**Assignment**. Each record must be printed exactly as given.

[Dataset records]
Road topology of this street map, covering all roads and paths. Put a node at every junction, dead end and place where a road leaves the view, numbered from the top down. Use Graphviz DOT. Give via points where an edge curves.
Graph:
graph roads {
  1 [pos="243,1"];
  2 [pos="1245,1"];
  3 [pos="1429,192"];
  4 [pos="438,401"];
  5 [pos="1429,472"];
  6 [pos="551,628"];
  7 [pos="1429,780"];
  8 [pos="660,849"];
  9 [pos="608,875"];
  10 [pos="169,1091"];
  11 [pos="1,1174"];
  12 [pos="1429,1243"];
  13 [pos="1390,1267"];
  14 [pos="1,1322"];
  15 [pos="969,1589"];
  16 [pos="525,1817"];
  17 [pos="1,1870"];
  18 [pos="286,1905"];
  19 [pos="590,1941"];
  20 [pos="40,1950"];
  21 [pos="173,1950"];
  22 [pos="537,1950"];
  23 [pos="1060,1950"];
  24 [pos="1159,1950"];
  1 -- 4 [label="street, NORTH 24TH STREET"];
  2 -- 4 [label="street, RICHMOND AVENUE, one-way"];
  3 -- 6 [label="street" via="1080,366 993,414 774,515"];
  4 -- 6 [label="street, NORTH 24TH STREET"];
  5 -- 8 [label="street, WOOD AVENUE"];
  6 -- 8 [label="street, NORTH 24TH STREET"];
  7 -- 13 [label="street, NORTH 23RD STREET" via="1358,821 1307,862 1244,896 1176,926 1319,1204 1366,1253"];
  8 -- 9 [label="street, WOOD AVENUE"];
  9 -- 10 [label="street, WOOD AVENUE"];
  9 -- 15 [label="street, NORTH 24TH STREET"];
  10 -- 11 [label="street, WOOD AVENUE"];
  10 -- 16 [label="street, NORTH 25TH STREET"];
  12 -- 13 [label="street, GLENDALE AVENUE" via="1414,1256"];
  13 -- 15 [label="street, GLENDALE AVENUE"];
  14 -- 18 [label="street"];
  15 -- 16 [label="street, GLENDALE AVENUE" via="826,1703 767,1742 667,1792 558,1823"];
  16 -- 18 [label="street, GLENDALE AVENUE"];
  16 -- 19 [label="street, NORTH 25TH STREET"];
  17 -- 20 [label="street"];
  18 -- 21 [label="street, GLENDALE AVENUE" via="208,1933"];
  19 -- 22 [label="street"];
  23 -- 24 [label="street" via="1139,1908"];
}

**Expected answer**.
Road topology of this street map, covering all roads and paths. Put a node at every junction, dead end and place where a road leaves the view, numbered from the top down. Use Graphviz DOT. Give via points where an edge curves.
Graph:
graph roads {
  1 [pos="243,1"];
  2 [pos="1245,1"];
  3 [pos="1429,192"];
  4 [pos="438,401"];
  5 [pos="1429,472"];
  6 [pos="551,628"];
  7 [pos="1429,780"];
  8 [pos="660,849"];
  9 [pos="608,875"];
  10 [pos="169,1091"];
  11 [pos="1,1174"];
  12 [pos="1429,1243"];
  13 [pos="1390,1267"];
  14 [pos="1,1322"];
  15 [pos="969,1589"];
  16 [pos="525,1817"];
  17 [pos="1,1870"];
  18 [pos="286,1905"];
  19 [pos="590,1941"];
  20 [pos="40,1950"];
  21 [pos="173,1950"];
  22 [pos="537,1950"];
  23 [pos="1060,1950"];
  24 [pos="1159,1950"];
  1 -- 4 [label="street, NORTH 24TH STREET"];
  2 -- 4 [label="street, RICHMOND AVENUE, one-way"];
  3 -- 6 [label="street" via="1080,366 993,414 774,515"];
  4 -- 6 [label="street, NORTH 24TH STREET"];
  5 -- 8 [label="street, WOOD AVENUE"];
  6 -- 8 [label="street, NORTH 24TH STREET"];
  7 -- 13 [label="street, NORTH 23RD STREET" via="1358,821 1307,862 1244,896 1176,926 1319,1204 1366,1253"];
  8 -- 9 [label="street, WOOD AVENUE"];
  9 -- 10 [label="street, WOOD AVENUE"];
  9 -- 15 [label="street, NORTH 24TH STREET"];
  10 -- 11 [label="street, WOOD AVENUE"];
  10 -- 16 [label="street, NORTH 25TH STREET"];
  12 -- 13 [label="street, GLENDALE AVENUE" via="1414,1256"];
  13 -- 15 [label="street, GLENDALE AVENUE"];
  14 -- 18 [label="street"];
  15 -- 16 [label="street, GLENDALE AVENUE" via="826,1703 767,1742 667,1792 558,1823"];
  16 -- 18 [label="street, GLENDALE AVENUE"];
  16 -- 19 [label="street, NORTH 25TH STREET"];
  17 -- 20 [label="street"];
  18 -- 21 [label="street, GLENDALE AVENUE" via="208,1933"];
  19 -- 22 [label="street"];
  23 -- 24 [label="street" via="1139,1908"];
}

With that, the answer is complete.